▶ Problem to solve
When the line with "auto R=[&](float x, float" appears below, start repeating lines exactly, and keep going through the line with "auto I=[&](const char*"; add nothing outside that span.

----------------

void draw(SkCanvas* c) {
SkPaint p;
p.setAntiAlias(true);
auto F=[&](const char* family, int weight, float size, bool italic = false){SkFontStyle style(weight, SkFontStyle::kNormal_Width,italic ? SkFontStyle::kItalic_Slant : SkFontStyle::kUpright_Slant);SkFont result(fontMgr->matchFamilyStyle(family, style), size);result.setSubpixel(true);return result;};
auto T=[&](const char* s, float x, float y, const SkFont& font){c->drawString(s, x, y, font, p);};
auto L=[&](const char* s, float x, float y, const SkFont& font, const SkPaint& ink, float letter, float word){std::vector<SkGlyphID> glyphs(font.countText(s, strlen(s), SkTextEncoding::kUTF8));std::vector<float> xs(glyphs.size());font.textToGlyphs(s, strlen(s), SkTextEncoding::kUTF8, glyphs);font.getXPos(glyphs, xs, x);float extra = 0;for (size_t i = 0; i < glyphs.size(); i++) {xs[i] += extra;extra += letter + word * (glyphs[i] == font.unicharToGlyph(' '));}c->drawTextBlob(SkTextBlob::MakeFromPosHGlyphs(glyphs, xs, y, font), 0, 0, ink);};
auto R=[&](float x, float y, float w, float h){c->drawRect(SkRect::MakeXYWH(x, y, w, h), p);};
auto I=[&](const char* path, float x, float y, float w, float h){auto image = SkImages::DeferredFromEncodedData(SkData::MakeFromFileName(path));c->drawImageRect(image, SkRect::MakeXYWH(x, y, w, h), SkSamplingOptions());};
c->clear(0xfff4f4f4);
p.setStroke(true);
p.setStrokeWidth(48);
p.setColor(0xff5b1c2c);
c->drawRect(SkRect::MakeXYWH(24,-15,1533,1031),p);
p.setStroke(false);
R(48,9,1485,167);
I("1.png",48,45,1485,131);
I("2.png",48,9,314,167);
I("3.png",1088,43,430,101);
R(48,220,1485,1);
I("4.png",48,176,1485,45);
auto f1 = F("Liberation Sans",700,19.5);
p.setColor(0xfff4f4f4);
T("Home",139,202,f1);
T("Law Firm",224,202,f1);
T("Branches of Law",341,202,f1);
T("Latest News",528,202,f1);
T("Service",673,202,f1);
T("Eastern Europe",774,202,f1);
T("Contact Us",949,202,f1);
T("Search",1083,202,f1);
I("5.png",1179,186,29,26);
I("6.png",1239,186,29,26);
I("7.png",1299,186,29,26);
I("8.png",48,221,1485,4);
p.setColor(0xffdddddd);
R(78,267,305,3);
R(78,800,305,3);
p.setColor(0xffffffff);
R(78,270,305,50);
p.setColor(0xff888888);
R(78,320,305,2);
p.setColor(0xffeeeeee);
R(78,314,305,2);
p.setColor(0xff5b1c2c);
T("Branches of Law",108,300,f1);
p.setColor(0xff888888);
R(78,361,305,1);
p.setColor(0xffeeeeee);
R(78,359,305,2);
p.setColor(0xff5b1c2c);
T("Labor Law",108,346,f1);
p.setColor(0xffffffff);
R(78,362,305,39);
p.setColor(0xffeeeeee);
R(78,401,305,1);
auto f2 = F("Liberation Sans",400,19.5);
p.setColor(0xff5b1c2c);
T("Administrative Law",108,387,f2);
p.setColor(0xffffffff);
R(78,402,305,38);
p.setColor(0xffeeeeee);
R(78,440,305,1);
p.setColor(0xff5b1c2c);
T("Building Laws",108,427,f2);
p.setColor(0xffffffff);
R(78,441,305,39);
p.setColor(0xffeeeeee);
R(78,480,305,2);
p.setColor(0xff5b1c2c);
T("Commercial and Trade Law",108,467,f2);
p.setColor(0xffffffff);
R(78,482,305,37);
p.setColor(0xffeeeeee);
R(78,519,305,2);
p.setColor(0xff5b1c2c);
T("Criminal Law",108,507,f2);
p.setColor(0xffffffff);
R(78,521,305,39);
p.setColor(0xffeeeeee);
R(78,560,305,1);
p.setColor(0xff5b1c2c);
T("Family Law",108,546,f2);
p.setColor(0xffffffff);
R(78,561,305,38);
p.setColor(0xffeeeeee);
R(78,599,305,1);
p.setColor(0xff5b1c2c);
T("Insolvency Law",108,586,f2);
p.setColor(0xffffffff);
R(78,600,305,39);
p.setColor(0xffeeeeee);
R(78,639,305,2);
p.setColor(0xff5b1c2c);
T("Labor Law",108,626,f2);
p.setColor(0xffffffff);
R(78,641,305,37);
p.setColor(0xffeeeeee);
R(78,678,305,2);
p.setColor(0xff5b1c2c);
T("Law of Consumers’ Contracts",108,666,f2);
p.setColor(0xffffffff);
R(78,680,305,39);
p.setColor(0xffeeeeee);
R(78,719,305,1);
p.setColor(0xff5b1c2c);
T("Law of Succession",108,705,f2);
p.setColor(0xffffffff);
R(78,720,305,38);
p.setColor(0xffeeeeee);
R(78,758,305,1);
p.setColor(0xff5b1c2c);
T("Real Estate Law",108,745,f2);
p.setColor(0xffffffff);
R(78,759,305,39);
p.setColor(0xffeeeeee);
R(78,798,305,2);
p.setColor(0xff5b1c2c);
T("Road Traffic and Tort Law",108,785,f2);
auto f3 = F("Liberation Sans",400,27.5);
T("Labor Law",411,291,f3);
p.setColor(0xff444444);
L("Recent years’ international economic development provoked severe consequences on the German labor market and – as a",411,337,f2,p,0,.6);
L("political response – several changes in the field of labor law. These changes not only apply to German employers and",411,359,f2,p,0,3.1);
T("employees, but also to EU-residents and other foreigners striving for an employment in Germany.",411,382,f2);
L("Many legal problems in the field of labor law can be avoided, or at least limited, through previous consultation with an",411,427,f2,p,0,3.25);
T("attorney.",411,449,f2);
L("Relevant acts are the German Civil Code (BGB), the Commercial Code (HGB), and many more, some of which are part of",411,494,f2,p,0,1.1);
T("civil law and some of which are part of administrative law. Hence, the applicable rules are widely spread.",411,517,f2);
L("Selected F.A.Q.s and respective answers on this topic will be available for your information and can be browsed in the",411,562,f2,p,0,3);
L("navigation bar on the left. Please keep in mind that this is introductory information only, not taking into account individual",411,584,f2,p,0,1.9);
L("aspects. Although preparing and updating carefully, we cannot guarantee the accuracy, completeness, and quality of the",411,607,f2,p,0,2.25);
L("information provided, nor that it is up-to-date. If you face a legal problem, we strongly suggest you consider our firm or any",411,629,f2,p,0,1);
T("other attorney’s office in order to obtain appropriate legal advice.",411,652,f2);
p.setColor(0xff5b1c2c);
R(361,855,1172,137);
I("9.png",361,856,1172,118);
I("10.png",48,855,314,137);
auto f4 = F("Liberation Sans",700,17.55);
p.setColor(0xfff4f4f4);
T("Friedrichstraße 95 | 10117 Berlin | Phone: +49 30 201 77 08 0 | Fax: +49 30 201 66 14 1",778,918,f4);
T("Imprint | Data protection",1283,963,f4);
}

----------------

▶ The completed task
auto R=[&](float x, float y, float w, float h){c->drawRect(SkRect::MakeXYWH(x, y, w, h), p);};
auto I=[&](const char* path, float x, float y, float w, float h){auto image = SkImages::DeferredFromEncodedData(SkData::MakeFromFileName(path));c->drawImageRect(image, SkRect::MakeXYWH(x, y, w, h), SkSamplingOptions());};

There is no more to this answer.